The New York State Office for People With Developmental Disabilities (OPWDD) is an executive agency in the state of New York, whose mission is to provide services and conduct research for those with intellectual disabilities and developmental disabilities (I/DD). It is one of New York State's largest agencies, with a mandate to provide services and supports to more than 130,000 people with intellectual or developmental disabilities and leads a workforce of more than 22,000 direct support staff, clinicians, nurses, researchers and other professionals throughout the state. It operates 13 Developmental Disabilities Services Offices which operate group homes for the individuals with intellectual and developmental disabilities in its care. It is part of the pro forma Department of Mental Hygiene along with the Office of Mental Health (OMH) and Office of Addiction Services and Supports (OASAS).

The agency is based in Albany, New York at 44 Holland Avenue.

== History ==
The agency was established in response to the 1972 Willowbrook State School exposé, lawsuit, and subsequent Consent Decree of 1975.

The Department of Mental Hygiene was established in 1926–1927 as part of a restructuring of the state government, and was given responsibility for people diagnosed with intellectual disability, mental illness or epilepsy. In 1966–1967, the Community Hostel Facilities Act authorized the creation of community residential facilities or group homes. In 1977–1978, the Department of Mental Hygiene was reorganized into the autonomous Office of Mental Health, Office of Alcoholism and Substance Abuse, and the Office of Mental Retardation and Developmental Disabilities (OMRDD). In July 2010, the agency was renamed from the OMRDD to its current name. The Institute for Basic Research in Developmental Disabilities was established in 1958 for basic and clinical research into the causes and treatment of intellectual disabilities.

== Structure ==
OPWDD maintains five Developmental Disability Regional Offices that are responsible for coordinating and overseeing not-for-profit provider services, and managing the enrollment process.

| Region | Area |
|---|---|
| 1 | Western New York & Finger Lakes |
| 2 | Central New York, Broome & Sunmount |
| 3 | Capital District, Taconic & Hudson Valley |
| 4 | Metro, Brooklyn, Staten Island & Queens |
| 5 | Long Island |

== Eligibility ==
Eligibility to receive OPWDD services is determined based on review of an application and other supporting information. Developmental disabilities that may qualify an individual for OPWDD include intellectual disability, autism spectrum disorder, cerebral palsy, epilepsy, familial dysautonomia, Prader–Willi syndrome, and neurological impairments.

== Demographics ==
OPWDD serves approximately 130,000 New Yorkers with developmental disabilities. 65% of those served are male and 35% female. 59% of the population served are adults aged 21–64, 34% are children under the age of 21, and 7% are seniors aged 65 and over. 66.2% of the population served are white.

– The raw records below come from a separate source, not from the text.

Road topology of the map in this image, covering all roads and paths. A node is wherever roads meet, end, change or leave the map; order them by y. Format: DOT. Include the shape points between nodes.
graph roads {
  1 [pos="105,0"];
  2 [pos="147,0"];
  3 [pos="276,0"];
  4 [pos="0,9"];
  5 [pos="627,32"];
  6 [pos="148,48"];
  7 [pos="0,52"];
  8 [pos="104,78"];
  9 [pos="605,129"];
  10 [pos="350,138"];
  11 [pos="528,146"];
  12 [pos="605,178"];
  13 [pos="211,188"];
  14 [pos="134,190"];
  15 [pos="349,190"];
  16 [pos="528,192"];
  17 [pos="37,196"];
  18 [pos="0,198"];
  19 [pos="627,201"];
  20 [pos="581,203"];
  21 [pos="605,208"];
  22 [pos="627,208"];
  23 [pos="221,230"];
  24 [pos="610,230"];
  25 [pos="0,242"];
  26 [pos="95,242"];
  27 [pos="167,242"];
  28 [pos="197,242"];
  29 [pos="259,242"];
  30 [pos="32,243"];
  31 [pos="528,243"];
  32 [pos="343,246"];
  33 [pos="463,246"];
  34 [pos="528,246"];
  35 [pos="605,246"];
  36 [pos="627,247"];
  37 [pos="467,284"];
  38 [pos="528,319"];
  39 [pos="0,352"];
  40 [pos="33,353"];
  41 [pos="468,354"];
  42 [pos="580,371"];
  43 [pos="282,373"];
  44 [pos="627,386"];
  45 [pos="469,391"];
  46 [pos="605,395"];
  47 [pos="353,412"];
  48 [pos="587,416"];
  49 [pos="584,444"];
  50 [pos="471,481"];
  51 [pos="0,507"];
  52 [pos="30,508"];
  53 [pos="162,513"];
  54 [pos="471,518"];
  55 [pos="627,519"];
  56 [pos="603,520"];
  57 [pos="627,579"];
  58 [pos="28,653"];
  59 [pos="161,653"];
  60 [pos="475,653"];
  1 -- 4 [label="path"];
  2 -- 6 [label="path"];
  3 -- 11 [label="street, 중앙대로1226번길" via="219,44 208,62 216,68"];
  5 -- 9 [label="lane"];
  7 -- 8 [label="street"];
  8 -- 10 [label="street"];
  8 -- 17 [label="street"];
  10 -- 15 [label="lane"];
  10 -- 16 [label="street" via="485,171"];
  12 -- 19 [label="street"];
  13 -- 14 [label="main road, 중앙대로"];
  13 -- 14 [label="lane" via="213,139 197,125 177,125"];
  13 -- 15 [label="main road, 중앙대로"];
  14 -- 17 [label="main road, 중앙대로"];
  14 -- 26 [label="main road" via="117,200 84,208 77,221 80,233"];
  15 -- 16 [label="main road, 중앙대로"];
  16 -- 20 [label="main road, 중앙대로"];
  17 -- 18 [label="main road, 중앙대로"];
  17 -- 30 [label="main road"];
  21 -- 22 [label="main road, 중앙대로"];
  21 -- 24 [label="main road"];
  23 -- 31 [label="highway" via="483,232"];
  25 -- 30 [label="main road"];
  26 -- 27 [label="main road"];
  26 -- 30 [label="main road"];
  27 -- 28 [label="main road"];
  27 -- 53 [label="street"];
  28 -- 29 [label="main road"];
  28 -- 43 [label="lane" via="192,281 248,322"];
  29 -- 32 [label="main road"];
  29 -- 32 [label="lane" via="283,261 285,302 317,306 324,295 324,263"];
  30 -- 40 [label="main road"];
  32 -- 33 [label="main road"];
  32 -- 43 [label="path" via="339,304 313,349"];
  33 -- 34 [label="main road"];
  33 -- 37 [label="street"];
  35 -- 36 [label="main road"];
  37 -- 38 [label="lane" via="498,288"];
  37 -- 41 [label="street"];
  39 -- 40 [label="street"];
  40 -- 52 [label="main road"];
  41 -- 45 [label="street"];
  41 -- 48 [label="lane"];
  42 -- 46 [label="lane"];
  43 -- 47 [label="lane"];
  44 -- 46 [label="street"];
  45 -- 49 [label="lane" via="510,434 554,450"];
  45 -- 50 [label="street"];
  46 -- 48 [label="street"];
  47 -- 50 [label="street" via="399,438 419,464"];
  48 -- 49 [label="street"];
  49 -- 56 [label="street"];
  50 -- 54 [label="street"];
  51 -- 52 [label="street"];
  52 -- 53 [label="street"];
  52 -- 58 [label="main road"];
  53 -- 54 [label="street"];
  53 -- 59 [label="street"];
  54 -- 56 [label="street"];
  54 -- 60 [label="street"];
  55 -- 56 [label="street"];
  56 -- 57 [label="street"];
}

The primary two diagnoses of the population served are intellectual disabilities (53%) and autism (27%).

== Services and funding ==
In additional to eligibility, individuals have to demonstrate a need for each service sought. Most OPWDD services are provided through New York State's Medicaid program, which is jointly funded by the federal and state governments. Individuals requiring supports and services beyond 100% NY State funded services must enroll in OPWDD's HCBS 1915(c) Waiver program. As of 2023, OPWDD's annual Medicaid expenditures amount to $9 billion with an average expenditure of $70K per person.

| Service | Description | Funding source |
|---|---|---|
| Family Support Services (FSS) | To provide support for a family whose loved one with a developmental disability lives at home. May include can include social skills training, crisis support, behavioral support, and family reimbursement. | New York State |
| Housing Subsidy (formerly ISS) | Help to pay rent for an individual's own home or community-based housing that offers supports to gain independent living skills. | New York State |
| Community Habilitation and Day Habilitation | To teach an individual skills to live as independently as possible. | HCBS 1915(c) Waiver |
| Respite | Provides relief to caregivers who have loved ones living at home with them. | HCBS 1915(c) Waiver |
| Assistive Technology | Assistive devices or modifications to your home or vehicle to support individuals to live at home. | HCBS 1915(c) Waiver |
| Employment Services | Help individuals obtain the skills necessary to get and keep a job. | HCBS 1915(c) Waiver |
| Behavioral Supports | Teaching individuals skills to cope with challenging behaviors and emotions. | HCBS 1915(c) Waiver |
| Clinic Services | To provide some rehabilitative support such as physical therapy, occupational therapy, and speech language pathology or diagnostic and evaluation services. | NY Medicaid State Plan (Non-Waiver) Services |

Services may be provided directly by OPWDD or through not-for-profit service provider agencies.

==Public safety==
This agency employs security officers to maintain order and protect patients, grounds, and building , which grants them very limited peace officer authority when on duty pursuant to New York State Criminal Procedure Law § 2.10(52), including the Mental Hygiene Law (section 7.25), Public Health Law (section 455) .OPWDD officers are prohibited by state law from carrying a firearm.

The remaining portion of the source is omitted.